START Provided data

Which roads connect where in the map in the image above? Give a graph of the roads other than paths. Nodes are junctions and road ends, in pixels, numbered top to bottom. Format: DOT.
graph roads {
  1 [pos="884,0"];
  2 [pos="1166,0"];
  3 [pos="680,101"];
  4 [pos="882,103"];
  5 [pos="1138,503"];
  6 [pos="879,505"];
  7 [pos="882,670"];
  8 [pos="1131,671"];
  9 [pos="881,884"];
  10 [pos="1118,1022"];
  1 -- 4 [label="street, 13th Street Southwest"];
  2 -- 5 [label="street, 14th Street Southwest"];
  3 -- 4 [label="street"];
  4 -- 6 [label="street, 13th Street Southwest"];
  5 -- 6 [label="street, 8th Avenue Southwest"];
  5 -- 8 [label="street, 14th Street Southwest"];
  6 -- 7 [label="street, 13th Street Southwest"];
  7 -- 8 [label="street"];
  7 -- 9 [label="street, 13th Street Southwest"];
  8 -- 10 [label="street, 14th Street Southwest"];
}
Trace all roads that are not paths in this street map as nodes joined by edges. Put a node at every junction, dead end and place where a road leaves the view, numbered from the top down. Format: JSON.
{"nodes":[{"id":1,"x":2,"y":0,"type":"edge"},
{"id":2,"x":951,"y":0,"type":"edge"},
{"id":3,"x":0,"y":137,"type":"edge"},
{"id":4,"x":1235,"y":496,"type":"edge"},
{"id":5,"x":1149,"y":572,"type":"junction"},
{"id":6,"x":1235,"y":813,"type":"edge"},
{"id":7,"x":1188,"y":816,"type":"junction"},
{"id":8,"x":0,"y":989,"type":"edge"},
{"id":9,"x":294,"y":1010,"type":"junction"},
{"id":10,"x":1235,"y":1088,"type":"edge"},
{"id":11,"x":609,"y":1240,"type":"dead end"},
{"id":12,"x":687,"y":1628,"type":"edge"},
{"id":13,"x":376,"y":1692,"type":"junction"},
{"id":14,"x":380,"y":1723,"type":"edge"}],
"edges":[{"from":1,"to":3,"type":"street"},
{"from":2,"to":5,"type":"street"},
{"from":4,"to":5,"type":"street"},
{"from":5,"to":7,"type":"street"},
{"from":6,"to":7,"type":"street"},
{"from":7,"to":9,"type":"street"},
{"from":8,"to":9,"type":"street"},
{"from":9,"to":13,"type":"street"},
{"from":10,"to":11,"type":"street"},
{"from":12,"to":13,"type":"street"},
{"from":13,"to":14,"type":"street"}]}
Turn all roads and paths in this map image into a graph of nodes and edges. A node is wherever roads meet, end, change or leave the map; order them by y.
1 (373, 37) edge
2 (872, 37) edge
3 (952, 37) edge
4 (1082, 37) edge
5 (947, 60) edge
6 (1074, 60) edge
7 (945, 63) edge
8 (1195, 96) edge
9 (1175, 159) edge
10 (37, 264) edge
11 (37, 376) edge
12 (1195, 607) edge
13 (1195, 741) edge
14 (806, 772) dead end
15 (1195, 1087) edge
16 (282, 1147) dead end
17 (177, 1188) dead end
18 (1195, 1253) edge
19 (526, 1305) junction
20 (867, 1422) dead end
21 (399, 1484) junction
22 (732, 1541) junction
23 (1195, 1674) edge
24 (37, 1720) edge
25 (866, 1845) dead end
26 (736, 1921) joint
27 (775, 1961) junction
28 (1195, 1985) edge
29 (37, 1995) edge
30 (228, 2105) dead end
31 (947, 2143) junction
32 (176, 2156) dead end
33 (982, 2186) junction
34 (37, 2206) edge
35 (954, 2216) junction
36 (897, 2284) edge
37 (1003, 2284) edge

END Provided data

◆ Task description ◆
Starting at the line that contains "Turn all roads", output every remaining line of the data exactly, and stop after the last one.

◆ Solution below ◆
Turn all roads and paths in this map image into a graph of nodes and edges. A node is wherever roads meet, end, change or leave the map; order them by y.
1 (373, 37) edge
2 (872, 37) edge
3 (952, 37) edge
4 (1082, 37) edge
5 (947, 60) edge
6 (1074, 60) edge
7 (945, 63) edge
8 (1195, 96) edge
9 (1175, 159) edge
10 (37, 264) edge
11 (37, 376) edge
12 (1195, 607) edge
13 (1195, 741) edge
14 (806, 772) dead end
15 (1195, 1087) edge
16 (282, 1147) dead end
17 (177, 1188) dead end
18 (1195, 1253) edge
19 (526, 1305) junction
20 (867, 1422) dead end
21 (399, 1484) junction
22 (732, 1541) junction
23 (1195, 1674) edge
24 (37, 1720) edge
25 (866, 1845) dead end
26 (736, 1921) joint
27 (775, 1961) junction
28 (1195, 1985) edge
29 (37, 1995) edge
30 (228, 2105) dead end
31 (947, 2143) junction
32 (176, 2156) dead end
33 (982, 2186) junction
34 (37, 2206) edge
35 (954, 2216) junction
36 (897, 2284) edge
37 (1003, 2284) edge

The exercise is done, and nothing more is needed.